■ **Records supplied**:
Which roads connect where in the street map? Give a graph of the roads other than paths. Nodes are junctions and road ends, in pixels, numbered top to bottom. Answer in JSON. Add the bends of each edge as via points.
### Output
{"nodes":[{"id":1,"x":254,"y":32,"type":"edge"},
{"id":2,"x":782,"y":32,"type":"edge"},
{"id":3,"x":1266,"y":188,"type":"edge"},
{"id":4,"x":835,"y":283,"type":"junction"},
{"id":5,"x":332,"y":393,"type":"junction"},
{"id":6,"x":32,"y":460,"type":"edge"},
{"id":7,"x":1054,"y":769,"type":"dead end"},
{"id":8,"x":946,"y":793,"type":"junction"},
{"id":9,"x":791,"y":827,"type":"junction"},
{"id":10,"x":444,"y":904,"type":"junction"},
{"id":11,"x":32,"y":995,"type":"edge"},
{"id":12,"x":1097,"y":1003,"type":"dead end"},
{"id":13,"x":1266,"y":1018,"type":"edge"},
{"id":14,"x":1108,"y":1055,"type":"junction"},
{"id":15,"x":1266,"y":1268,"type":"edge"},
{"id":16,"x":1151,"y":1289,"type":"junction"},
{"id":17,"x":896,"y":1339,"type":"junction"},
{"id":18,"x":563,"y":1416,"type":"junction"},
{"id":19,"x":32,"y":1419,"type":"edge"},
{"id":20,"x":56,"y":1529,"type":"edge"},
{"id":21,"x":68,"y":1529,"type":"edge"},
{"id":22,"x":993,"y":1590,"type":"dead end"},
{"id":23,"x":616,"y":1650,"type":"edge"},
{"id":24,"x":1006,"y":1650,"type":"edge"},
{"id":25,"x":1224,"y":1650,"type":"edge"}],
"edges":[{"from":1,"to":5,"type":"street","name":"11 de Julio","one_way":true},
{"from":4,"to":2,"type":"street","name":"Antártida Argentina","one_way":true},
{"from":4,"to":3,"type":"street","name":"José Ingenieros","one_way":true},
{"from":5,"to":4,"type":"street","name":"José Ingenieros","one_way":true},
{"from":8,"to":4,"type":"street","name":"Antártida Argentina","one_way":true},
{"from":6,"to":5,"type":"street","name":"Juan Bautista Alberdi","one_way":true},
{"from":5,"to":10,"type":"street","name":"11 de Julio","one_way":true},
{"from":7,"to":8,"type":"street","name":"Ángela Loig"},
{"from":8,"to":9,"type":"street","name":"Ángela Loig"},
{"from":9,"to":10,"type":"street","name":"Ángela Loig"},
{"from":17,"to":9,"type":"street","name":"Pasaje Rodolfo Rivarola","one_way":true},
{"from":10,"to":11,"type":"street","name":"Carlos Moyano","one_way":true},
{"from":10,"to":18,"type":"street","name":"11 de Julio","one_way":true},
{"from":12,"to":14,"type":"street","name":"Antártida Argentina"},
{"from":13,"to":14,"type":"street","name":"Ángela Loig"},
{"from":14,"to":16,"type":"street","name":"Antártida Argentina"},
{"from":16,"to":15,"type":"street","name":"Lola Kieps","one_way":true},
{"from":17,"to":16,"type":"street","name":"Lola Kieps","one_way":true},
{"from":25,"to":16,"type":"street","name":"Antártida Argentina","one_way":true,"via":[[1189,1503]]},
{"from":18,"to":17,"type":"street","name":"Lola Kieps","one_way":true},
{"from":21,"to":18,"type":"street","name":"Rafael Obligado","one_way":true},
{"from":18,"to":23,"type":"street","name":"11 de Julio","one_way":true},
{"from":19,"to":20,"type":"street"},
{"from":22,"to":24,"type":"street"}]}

■ **Action item**: Where does the word "Ángela" appear in the material above? Copy every line that holds it.

■ **Expected answer**:
{"from":7,"to":8,"type":"street","name":"Ángela Loig"},
{"from":8,"to":9,"type":"street","name":"Ángela Loig"},
{"from":9,"to":10,"type":"street","name":"Ángela Loig"},
{"from":13,"to":14,"type":"street","name":"Ángela Loig"},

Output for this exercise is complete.